Ogni sabato mattina d’estate, sulla Queen Elizabeth Driveway di Ottawa, qualcuno pianta dodici centraline lungo tre chilometri di asfalto. Non sono lì per multare nessuno: contano particelle nell’aria e decibel, weekend dopo weekend, per capire cosa cambia quando una strada senza auto si riempie di biciclette e passeggini invece che di lamiera.
Il programma si chiama Bikedays ed esiste dal 1970, il che lo rende uno dei più vecchi esperimenti urbani al mondo. Durante il Covid gli orari erano stati estesi: chi viveva in centro e non aveva altri spazi per uscire di casa ne aveva approfittato parecchio. Poi, tornata la normalità, gli orari sono stati ristretti di nuovo ai weekend diurni.
Cosa cambia davvero quando le auto restano fuori
Quello che rende interessante quella autostrada è il fatto che offra un esperimento naturale quasi perfetto. Stessa strada, stesse ore del giorno, a volte con le auto e a volte senza. I ricercatori della Carleton University hanno misurato dodici punti lungo il percorso in giorni feriali e nel weekend, tre volte al giorno.
I numeri sono netti: l’inquinamento atmosferico era in media il 70% più alto quando le auto potevano circolare, il rumore percepito il 50% più alto.
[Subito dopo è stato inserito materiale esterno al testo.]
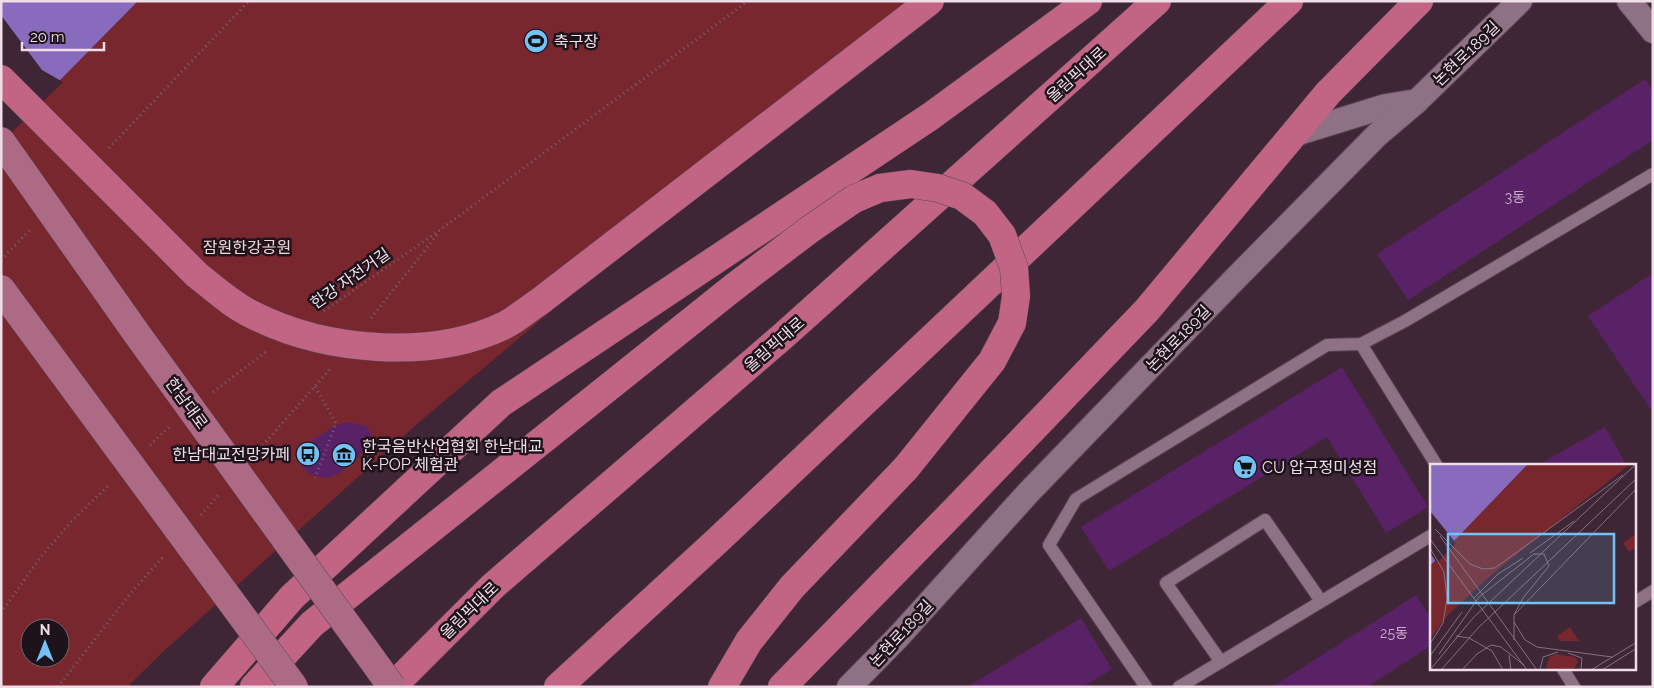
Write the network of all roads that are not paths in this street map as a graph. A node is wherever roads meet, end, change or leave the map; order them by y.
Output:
1 (930, 1) edge
2 (1088, 1) edge
3 (1157, 1) edge
4 (1289, 1) edge
5 (1419, 1) edge
6 (1520, 1) edge
7 (1636, 4) edge
8 (1653, 30) edge
9 (1, 79) edge
10 (1417, 101) junction
11 (1292, 135) junction
12 (1, 141) edge
13 (1653, 174) edge
14 (1, 289) edge
15 (1361, 344) junction
16 (1437, 464) edge
17 (1430, 536) edge
18 (1653, 590) edge
19 (1321, 601) junction
20 (1636, 601) edge
21 (1221, 662) junction
22 (1564, 670) edge
23 (214, 687) edge
24 (254, 687) edge
25 (294, 687) edge
26 (392, 687) edge
27 (558, 687) edge
28 (722, 687) edge
29 (782, 687) edge
30 (849, 687) edge
31 (1146, 687) edge
32 (1179, 687) edge
33 (1574, 687) edge

1 - 9 highway, bridge
2 - 23 highway
3 - 26 highway, 올림픽대로
4 - 27 highway
5 - 11 highway
6 - 10 street, 논현로189길
7 - 8 street
10 - 11 street
10 - 30 street, 논현로189길
11 - 29 highway
12 - 26 main road, 한남대로, bridge
13 - 15 lane
14 - 25 main road, bridge
15 - 16 lane
15 - 31 lane
17 - 19 lane
18 - 20 lane
19 - 21 lane
19 - 21 lane
21 - 32 lane
22 - 33 lane
24 - 28 highway, bridge

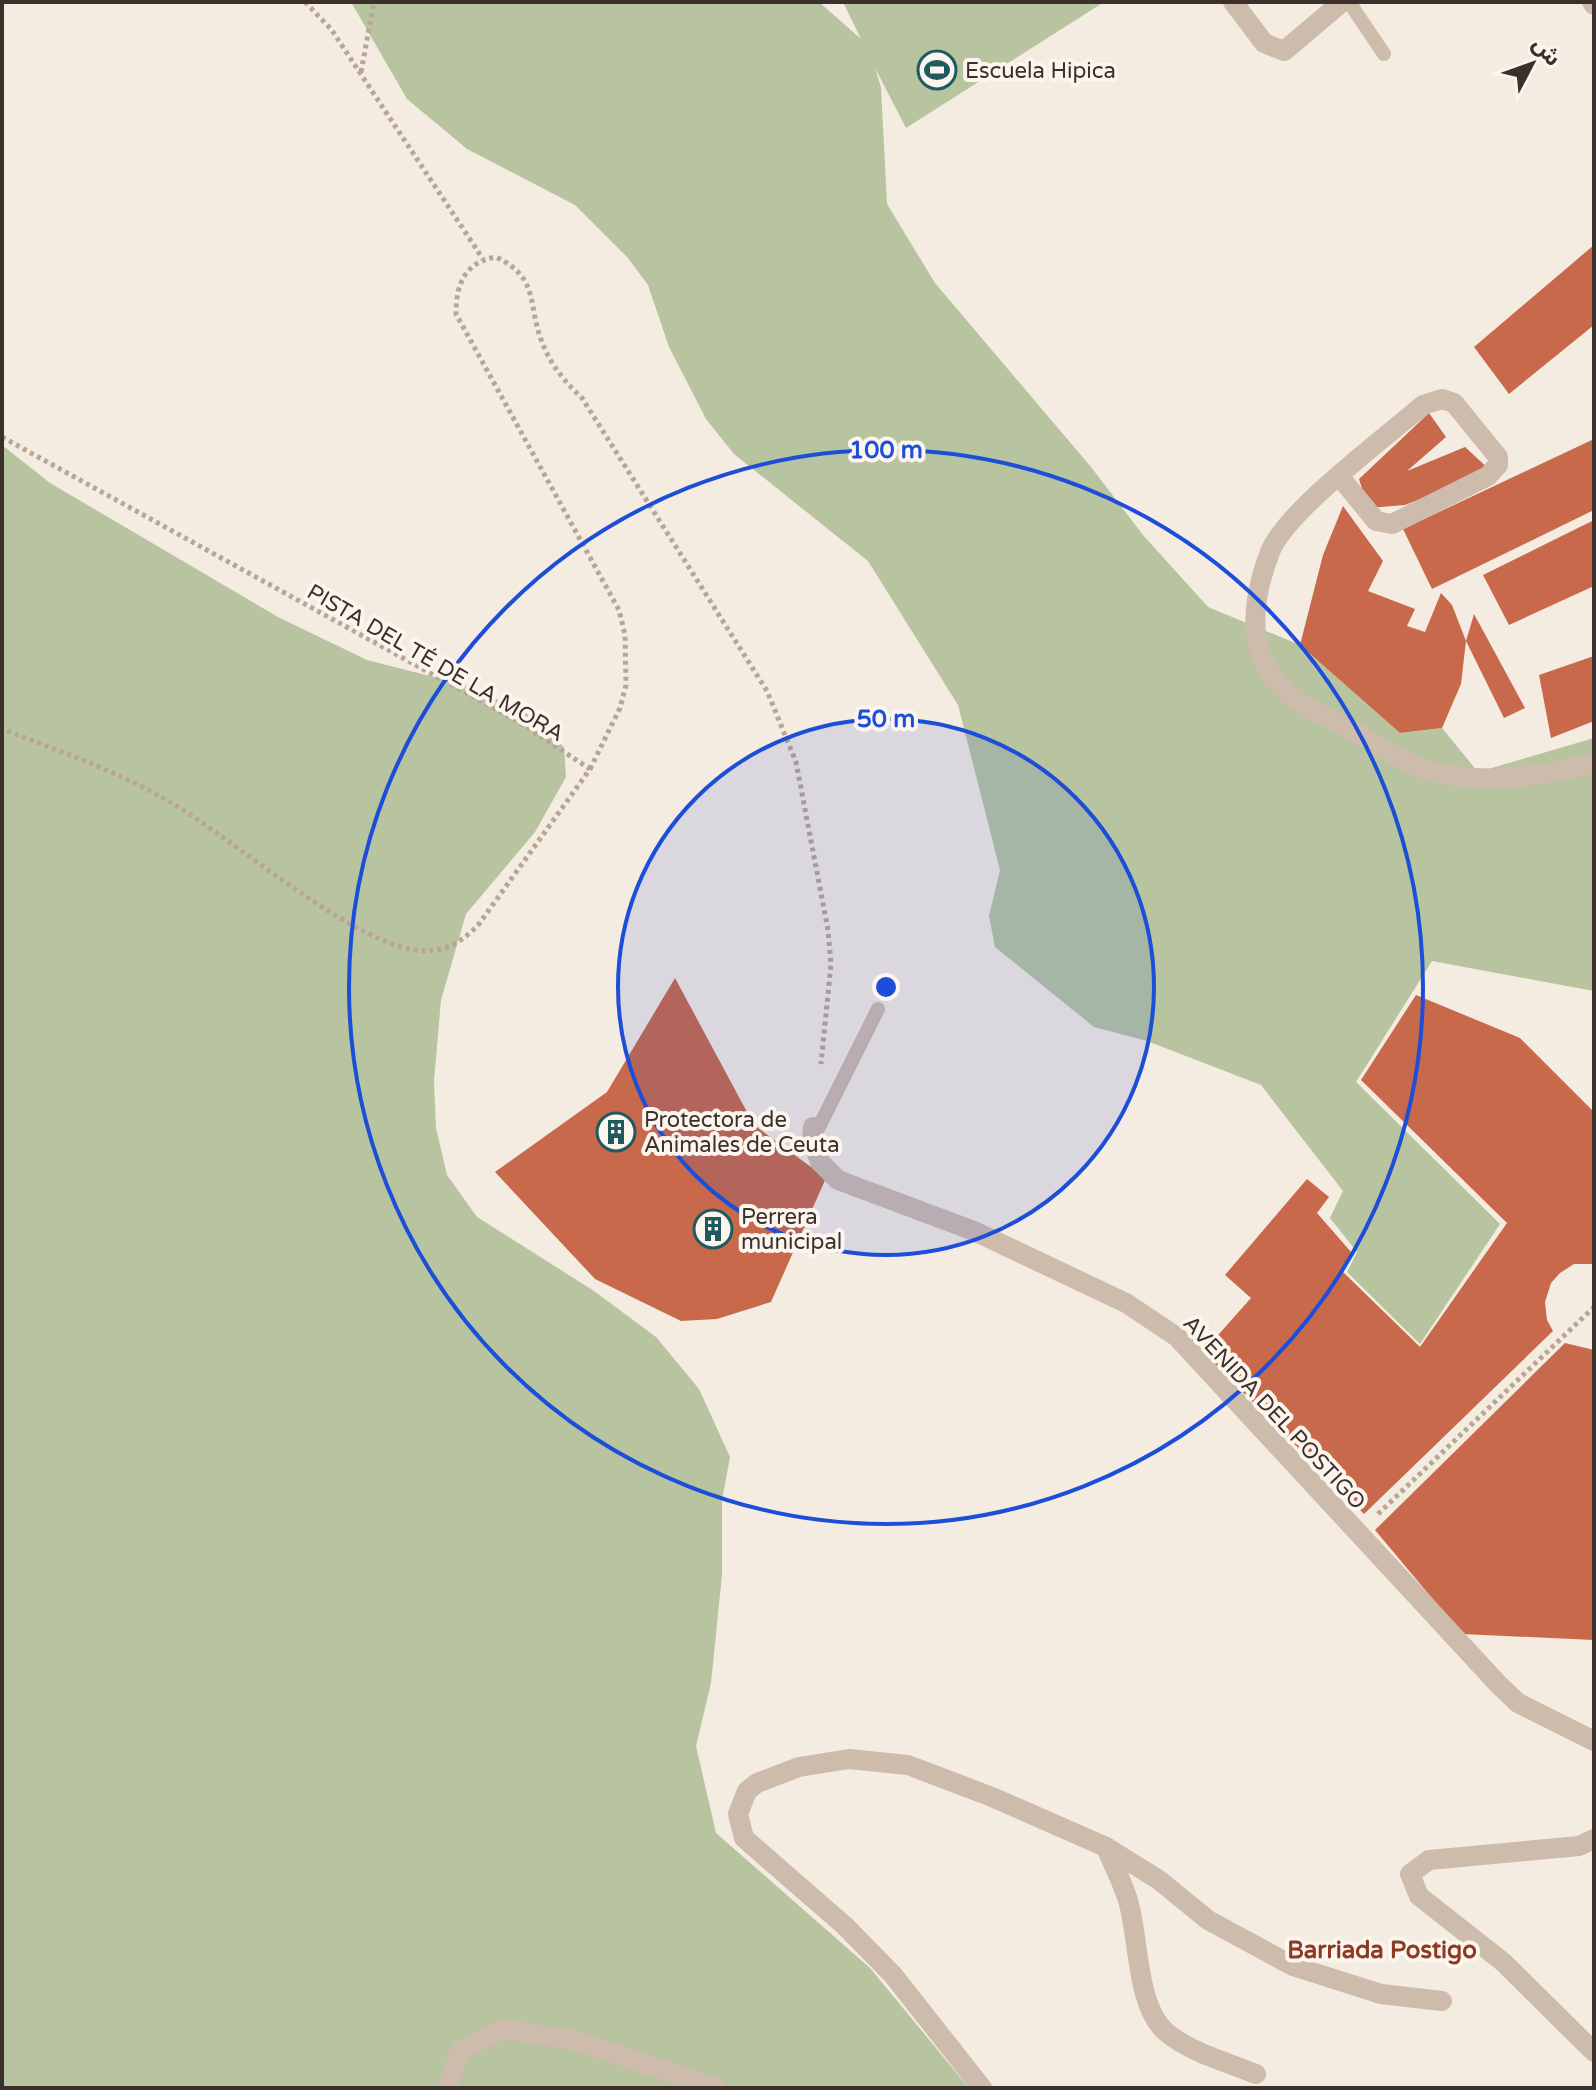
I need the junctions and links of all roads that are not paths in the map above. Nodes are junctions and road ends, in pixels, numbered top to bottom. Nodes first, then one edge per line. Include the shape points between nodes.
1 (1233, 2) edge
2 (1342, 2) edge
3 (1349, 2) edge
4 (1384, 54) dead end
5 (1340, 477) junction
6 (1594, 763) edge
7 (878, 1009) dead end
8 (813, 1133) joint
9 (1594, 1741) edge
10 (1594, 1839) edge
11 (1106, 1847) junction
12 (1442, 2001) dead end
13 (1594, 2052) edge
14 (1256, 2074) dead end
15 (447, 2088) edge
16 (717, 2088) edge
17 (982, 2088) edge

1 - 2 street via 1264,43 1284,51
3 - 4 lane
5 - 5 street via 1376,521 1392,524 1488,476 1498,457 1454,403 1432,400
5 - 6 street via 1291,519 1270,550 1253,620 1261,658 1272,677 1305,705 1425,769 1525,777
7 - 8 lane
8 - 9 street, AVENIDA DEL POSTIGO via 820,1162 838,1180 974,1231 1152,1318 1193,1351 1356,1535 1518,1703
10 - 13 street via 1579,1846 1429,1860 1410,1874 1419,1896 1482,1943
11 - 12 street via 1159,1880 1208,1920 1293,1966 1381,1994
11 - 14 street via 1129,1901 1145,2004 1155,2021 1174,2039
11 - 17 street via 908,1765 849,1759 799,1767 757,1783 741,1802 744,1838 893,1975
15 - 16 street via 461,2050 503,2029 574,2040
È la differenza tra poter parlare con chi hai a fianco senza alzare la voce, o dover strillare.
Dei risultati simili arrivano dalla High Line di New York, la ferrovia sopraelevata riconvertita a passeggiata pedonale: rumore e inquinamento quasi il 40% più bassi rispetto al livello strada. Chi ne beneficia di più, dicono i ricercatori, sono proprio le persone ferme: chi siede al tavolino di un bar non può spostarsi quando passa un camion, un ciclista sì.
Qui arriva un piccolo colpo di scena. Quale? Le auto elettriche non risolvono granché: sopra i 50 km/h il rumore delle gomme e della turbolenza dell’aria si avvicina a quello di un motore a scoppio, e il peso maggiore delle batterie genera più polveri sottili da usura dei pneumatici. In questo caso specifico, il problema non sparisce sostituendo il motore: si sposta.
L’Italia delle strade senza auto, ma solo d’estate
In Italia il fenomeno esiste, ma in una forma particolare: quasi sempre stagionale, quasi sempre pensato per i turisti più che per chi ci abita tutto l’anno. Ad Amalfi l’isola pedonale scatta solo nella stagione turistica, con tanto di ordinanza che elenca le deroghe per taxi e forze dell’ordine. A Ortona chiudono alcune vie solo d’estate, la sera, e a settembre tutto torna come prima.
Fa eccezione Torino, dove via Roma è diventata completamente pedonale nel 2026 dopo quasi cinquant’anni di dibattito partito negli anni Settanta, con un consigliere comunale che ora propone di fare lo stesso con via Po. Fa eccezione anche Roma, che ha approvato un piano da sei isole ambientali nel centro storico: non isole turistiche di passaggio, ma zone a velocità ridotta pensate per chi quelle strade le attraversa ogni giorno per andare al lavoro.
C’è una scena di C’eravamo tanti amati in cui Vittorio Gassman si improvvisa parcheggiatore abusivo in una piazza romana stipata di lamiera. Oggi fa sorridere per quanto sembra irriconoscibile: quella densità di auto in quella piazza, semplicemente, non esisterebbe più. Ci sono voluti cinquant’anni, ma qualcosa si è mosso.
Lo studio in due numeri
Pubblicazione: ricerca del gruppo di trasporti della Carleton University, condotta sulla Queen Elizabeth Driveway di Ottawa nell’ambito del programma Bikedays, riportata su The Conversation.
Dati chiave: 12 stazioni di misurazione, rilevamenti su giorni feriali e weekend, tre orari al giorno. Inquinamento atmosferico +70% con le auto, rumore percepito +50%. Confronto: High Line di New York, -40% su entrambi i fronti rispetto al livello strada.
Restano le vittime della strada, che non sono un dettaglio a margine. Nel 2023 un quarto degli 1,2 milioni di morti nel traffico nel mondo erano pedoni o ciclisti investiti da un’auto. Senza veicoli in circolazione, quel rischio non si riduce. Sparisce, e i bambini nati oggi potrebbero non fare mai l’esperienza di attraversare una strada con il fiato sospeso.
Come diceva un noto youtuber che si occupa di mobilità urbana, non sono le città a essere rumorose: sono le auto. Restituire una strada ai passi e alle biciclette, anche solo per un weekend, sembra un gesto piccolo.
Le centraline di Ottawa dicono che non lo è affatto.